▸ RECORDS PROVIDED:
• • •

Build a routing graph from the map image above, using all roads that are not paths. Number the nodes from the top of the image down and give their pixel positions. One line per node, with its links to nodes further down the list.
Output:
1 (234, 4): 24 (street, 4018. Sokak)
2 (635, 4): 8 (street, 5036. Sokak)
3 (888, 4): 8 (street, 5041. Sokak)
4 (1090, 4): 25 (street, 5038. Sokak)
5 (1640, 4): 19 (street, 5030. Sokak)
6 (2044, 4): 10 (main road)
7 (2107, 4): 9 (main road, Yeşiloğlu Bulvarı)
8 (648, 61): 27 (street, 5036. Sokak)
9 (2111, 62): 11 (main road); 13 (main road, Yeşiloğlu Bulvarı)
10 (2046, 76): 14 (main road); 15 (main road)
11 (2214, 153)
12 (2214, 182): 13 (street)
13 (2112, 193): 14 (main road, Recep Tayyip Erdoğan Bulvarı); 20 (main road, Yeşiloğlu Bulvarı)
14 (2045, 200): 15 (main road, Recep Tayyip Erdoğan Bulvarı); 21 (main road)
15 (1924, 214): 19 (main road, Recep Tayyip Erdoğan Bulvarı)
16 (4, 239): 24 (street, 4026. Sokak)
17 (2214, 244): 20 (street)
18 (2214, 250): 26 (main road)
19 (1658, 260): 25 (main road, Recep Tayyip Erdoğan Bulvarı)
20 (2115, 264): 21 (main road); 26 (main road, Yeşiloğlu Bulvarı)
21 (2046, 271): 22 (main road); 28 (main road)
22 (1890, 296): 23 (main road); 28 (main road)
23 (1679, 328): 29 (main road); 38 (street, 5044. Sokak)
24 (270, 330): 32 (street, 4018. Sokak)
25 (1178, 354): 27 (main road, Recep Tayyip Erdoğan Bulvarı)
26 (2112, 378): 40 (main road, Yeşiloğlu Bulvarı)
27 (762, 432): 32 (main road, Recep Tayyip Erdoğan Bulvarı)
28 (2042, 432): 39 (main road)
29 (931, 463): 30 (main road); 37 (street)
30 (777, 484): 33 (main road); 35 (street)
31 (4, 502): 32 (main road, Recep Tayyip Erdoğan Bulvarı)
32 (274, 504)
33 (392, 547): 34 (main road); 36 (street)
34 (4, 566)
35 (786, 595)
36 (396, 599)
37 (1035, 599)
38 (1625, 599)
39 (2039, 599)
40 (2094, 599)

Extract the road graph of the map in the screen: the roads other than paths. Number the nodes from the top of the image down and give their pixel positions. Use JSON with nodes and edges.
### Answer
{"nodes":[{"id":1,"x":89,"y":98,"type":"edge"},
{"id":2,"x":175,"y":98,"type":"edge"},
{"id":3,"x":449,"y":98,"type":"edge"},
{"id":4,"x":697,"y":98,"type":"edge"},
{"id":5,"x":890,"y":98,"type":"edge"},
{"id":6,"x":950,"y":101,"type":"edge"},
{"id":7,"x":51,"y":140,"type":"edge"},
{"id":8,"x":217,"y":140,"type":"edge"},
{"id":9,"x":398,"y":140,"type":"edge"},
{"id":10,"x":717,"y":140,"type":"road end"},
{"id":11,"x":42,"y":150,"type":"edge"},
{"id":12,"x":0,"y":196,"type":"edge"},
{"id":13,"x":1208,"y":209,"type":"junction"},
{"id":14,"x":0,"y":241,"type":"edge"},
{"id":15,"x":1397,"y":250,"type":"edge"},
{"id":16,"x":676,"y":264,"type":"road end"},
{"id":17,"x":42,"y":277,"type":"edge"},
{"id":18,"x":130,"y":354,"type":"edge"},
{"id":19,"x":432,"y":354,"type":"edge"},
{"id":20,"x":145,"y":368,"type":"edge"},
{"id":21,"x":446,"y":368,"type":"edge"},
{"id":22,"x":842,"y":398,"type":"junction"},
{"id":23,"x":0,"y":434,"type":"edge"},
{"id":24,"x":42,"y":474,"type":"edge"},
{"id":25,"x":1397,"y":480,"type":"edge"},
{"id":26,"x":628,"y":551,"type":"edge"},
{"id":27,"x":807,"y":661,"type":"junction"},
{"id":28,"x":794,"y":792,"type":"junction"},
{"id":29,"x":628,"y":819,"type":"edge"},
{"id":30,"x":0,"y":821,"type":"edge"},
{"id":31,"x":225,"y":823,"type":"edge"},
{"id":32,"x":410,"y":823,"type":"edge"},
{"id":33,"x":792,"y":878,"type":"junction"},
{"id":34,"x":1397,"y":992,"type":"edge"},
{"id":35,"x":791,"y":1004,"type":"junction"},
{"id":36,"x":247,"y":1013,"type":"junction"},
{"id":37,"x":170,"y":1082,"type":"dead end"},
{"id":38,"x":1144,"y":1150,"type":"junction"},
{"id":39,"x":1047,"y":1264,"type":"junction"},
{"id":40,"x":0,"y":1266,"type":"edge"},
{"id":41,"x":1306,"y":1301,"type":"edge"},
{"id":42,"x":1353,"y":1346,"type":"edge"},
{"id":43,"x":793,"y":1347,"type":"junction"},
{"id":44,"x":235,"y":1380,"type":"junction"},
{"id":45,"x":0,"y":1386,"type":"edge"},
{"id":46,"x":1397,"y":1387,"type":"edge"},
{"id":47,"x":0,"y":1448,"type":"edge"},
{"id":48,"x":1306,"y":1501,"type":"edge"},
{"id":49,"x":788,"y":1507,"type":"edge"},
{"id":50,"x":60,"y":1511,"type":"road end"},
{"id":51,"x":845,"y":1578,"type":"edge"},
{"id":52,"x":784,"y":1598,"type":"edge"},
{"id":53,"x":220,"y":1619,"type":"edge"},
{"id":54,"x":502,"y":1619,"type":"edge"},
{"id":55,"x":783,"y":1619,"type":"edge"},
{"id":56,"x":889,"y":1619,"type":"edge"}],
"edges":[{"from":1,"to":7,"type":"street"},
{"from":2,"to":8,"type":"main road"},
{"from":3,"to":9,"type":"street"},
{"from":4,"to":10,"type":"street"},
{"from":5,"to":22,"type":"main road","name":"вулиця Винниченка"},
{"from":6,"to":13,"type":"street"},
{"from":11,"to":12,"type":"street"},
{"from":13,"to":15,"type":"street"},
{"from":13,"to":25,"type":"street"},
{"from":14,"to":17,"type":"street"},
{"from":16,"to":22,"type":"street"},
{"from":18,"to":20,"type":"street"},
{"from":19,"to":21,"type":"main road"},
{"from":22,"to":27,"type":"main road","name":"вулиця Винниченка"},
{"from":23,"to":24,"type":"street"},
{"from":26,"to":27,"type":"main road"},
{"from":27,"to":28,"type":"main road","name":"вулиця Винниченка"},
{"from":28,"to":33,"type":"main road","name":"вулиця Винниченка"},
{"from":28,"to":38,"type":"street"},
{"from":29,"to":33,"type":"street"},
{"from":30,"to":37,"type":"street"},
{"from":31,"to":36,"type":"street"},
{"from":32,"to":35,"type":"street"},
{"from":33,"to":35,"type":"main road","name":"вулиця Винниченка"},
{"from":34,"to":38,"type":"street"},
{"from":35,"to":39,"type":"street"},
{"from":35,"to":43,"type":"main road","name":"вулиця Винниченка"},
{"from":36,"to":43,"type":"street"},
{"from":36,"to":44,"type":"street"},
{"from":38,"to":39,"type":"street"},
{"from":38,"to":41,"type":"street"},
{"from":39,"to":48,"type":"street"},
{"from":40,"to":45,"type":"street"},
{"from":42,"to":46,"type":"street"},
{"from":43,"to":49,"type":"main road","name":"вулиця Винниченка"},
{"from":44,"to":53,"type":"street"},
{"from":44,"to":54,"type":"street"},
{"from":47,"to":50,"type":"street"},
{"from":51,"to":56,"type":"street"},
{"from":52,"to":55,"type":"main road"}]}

• • •

▸ WORK INSTRUCTION: Repeat the data exactly. Omit nothing.

▸ REPLY TO THE TASK:
Build a routing graph from the map image above, using all roads that are not paths. Number the nodes from the top of the image down and give their pixel positions. One line per node, with its links to nodes further down the list.
Output:
1 (234, 4): 24 (street, 4018. Sokak)
2 (635, 4): 8 (street, 5036. Sokak)
3 (888, 4): 8 (street, 5041. Sokak)
4 (1090, 4): 25 (street, 5038. Sokak)
5 (1640, 4): 19 (street, 5030. Sokak)
6 (2044, 4): 10 (main road)
7 (2107, 4): 9 (main road, Yeşiloğlu Bulvarı)
8 (648, 61): 27 (street, 5036. Sokak)
9 (2111, 62): 11 (main road); 13 (main road, Yeşiloğlu Bulvarı)
10 (2046, 76): 14 (main road); 15 (main road)
11 (2214, 153)
12 (2214, 182): 13 (street)
13 (2112, 193): 14 (main road, Recep Tayyip Erdoğan Bulvarı); 20 (main road, Yeşiloğlu Bulvarı)
14 (2045, 200): 15 (main road, Recep Tayyip Erdoğan Bulvarı); 21 (main road)
15 (1924, 214): 19 (main road, Recep Tayyip Erdoğan Bulvarı)
16 (4, 239): 24 (street, 4026. Sokak)
17 (2214, 244): 20 (street)
18 (2214, 250): 26 (main road)
19 (1658, 260): 25 (main road, Recep Tayyip Erdoğan Bulvarı)
20 (2115, 264): 21 (main road); 26 (main road, Yeşiloğlu Bulvarı)
21 (2046, 271): 22 (main road); 28 (main road)
22 (1890, 296): 23 (main road); 28 (main road)
23 (1679, 328): 29 (main road); 38 (street, 5044. Sokak)
24 (270, 330): 32 (street, 4018. Sokak)
25 (1178, 354): 27 (main road, Recep Tayyip Erdoğan Bulvarı)
26 (2112, 378): 40 (main road, Yeşiloğlu Bulvarı)
27 (762, 432): 32 (main road, Recep Tayyip Erdoğan Bulvarı)
28 (2042, 432): 39 (main road)
29 (931, 463): 30 (main road); 37 (street)
30 (777, 484): 33 (main road); 35 (street)
31 (4, 502): 32 (main road, Recep Tayyip Erdoğan Bulvarı)
32 (274, 504)
33 (392, 547): 34 (main road); 36 (street)
34 (4, 566)
35 (786, 595)
36 (396, 599)
37 (1035, 599)
38 (1625, 599)
39 (2039, 599)
40 (2094, 599)

Extract the road graph of the map in the screen: the roads other than paths. Number the nodes from the top of the image down and give their pixel positions. Use JSON with nodes and edges.
### Answer
{"nodes":[{"id":1,"x":89,"y":98,"type":"edge"},
{"id":2,"x":175,"y":98,"type":"edge"},
{"id":3,"x":449,"y":98,"type":"edge"},
{"id":4,"x":697,"y":98,"type":"edge"},
{"id":5,"x":890,"y":98,"type":"edge"},
{"id":6,"x":950,"y":101,"type":"edge"},
{"id":7,"x":51,"y":140,"type":"edge"},
{"id":8,"x":217,"y":140,"type":"edge"},
{"id":9,"x":398,"y":140,"type":"edge"},
{"id":10,"x":717,"y":140,"type":"road end"},
{"id":11,"x":42,"y":150,"type":"edge"},
{"id":12,"x":0,"y":196,"type":"edge"},
{"id":13,"x":1208,"y":209,"type":"junction"},
{"id":14,"x":0,"y":241,"type":"edge"},
{"id":15,"x":1397,"y":250,"type":"edge"},
{"id":16,"x":676,"y":264,"type":"road end"},
{"id":17,"x":42,"y":277,"type":"edge"},
{"id":18,"x":130,"y":354,"type":"edge"},
{"id":19,"x":432,"y":354,"type":"edge"},
{"id":20,"x":145,"y":368,"type":"edge"},
{"id":21,"x":446,"y":368,"type":"edge"},
{"id":22,"x":842,"y":398,"type":"junction"},
{"id":23,"x":0,"y":434,"type":"edge"},
{"id":24,"x":42,"y":474,"type":"edge"},
{"id":25,"x":1397,"y":480,"type":"edge"},
{"id":26,"x":628,"y":551,"type":"edge"},
{"id":27,"x":807,"y":661,"type":"junction"},
{"id":28,"x":794,"y":792,"type":"junction"},
{"id":29,"x":628,"y":819,"type":"edge"},
{"id":30,"x":0,"y":821,"type":"edge"},
{"id":31,"x":225,"y":823,"type":"edge"},
{"id":32,"x":410,"y":823,"type":"edge"},
{"id":33,"x":792,"y":878,"type":"junction"},
{"id":34,"x":1397,"y":992,"type":"edge"},
{"id":35,"x":791,"y":1004,"type":"junction"},
{"id":36,"x":247,"y":1013,"type":"junction"},
{"id":37,"x":170,"y":1082,"type":"dead end"},
{"id":38,"x":1144,"y":1150,"type":"junction"},
{"id":39,"x":1047,"y":1264,"type":"junction"},
{"id":40,"x":0,"y":1266,"type":"edge"},
{"id":41,"x":1306,"y":1301,"type":"edge"},
{"id":42,"x":1353,"y":1346,"type":"edge"},
{"id":43,"x":793,"y":1347,"type":"junction"},
{"id":44,"x":235,"y":1380,"type":"junction"},
{"id":45,"x":0,"y":1386,"type":"edge"},
{"id":46,"x":1397,"y":1387,"type":"edge"},
{"id":47,"x":0,"y":1448,"type":"edge"},
{"id":48,"x":1306,"y":1501,"type":"edge"},
{"id":49,"x":788,"y":1507,"type":"edge"},
{"id":50,"x":60,"y":1511,"type":"road end"},
{"id":51,"x":845,"y":1578,"type":"edge"},
{"id":52,"x":784,"y":1598,"type":"edge"},
{"id":53,"x":220,"y":1619,"type":"edge"},
{"id":54,"x":502,"y":1619,"type":"edge"},
{"id":55,"x":783,"y":1619,"type":"edge"},
{"id":56,"x":889,"y":1619,"type":"edge"}],
"edges":[{"from":1,"to":7,"type":"street"},
{"from":2,"to":8,"type":"main road"},
{"from":3,"to":9,"type":"street"},
{"from":4,"to":10,"type":"street"},
{"from":5,"to":22,"type":"main road","name":"вулиця Винниченка"},
{"from":6,"to":13,"type":"street"},
{"from":11,"to":12,"type":"street"},
{"from":13,"to":15,"type":"street"},
{"from":13,"to":25,"type":"street"},
{"from":14,"to":17,"type":"street"},
{"from":16,"to":22,"type":"street"},
{"from":18,"to":20,"type":"street"},
{"from":19,"to":21,"type":"main road"},
{"from":22,"to":27,"type":"main road","name":"вулиця Винниченка"},
{"from":23,"to":24,"type":"street"},
{"from":26,"to":27,"type":"main road"},
{"from":27,"to":28,"type":"main road","name":"вулиця Винниченка"},
{"from":28,"to":33,"type":"main road","name":"вулиця Винниченка"},
{"from":28,"to":38,"type":"street"},
{"from":29,"to":33,"type":"street"},
{"from":30,"to":37,"type":"street"},
{"from":31,"to":36,"type":"street"},
{"from":32,"to":35,"type":"street"},
{"from":33,"to":35,"type":"main road","name":"вулиця Винниченка"},
{"from":34,"to":38,"type":"street"},
{"from":35,"to":39,"type":"street"},
{"from":35,"to":43,"type":"main road","name":"вулиця Винниченка"},
{"from":36,"to":43,"type":"street"},
{"from":36,"to":44,"type":"street"},
{"from":38,"to":39,"type":"street"},
{"from":38,"to":41,"type":"street"},
{"from":39,"to":48,"type":"street"},
{"from":40,"to":45,"type":"street"},
{"from":42,"to":46,"type":"street"},
{"from":43,"to":49,"type":"main road","name":"вулиця Винниченка"},
{"from":44,"to":53,"type":"street"},
{"from":44,"to":54,"type":"street"},
{"from":47,"to":50,"type":"street"},
{"from":51,"to":56,"type":"street"},
{"from":52,"to":55,"type":"main road"}]}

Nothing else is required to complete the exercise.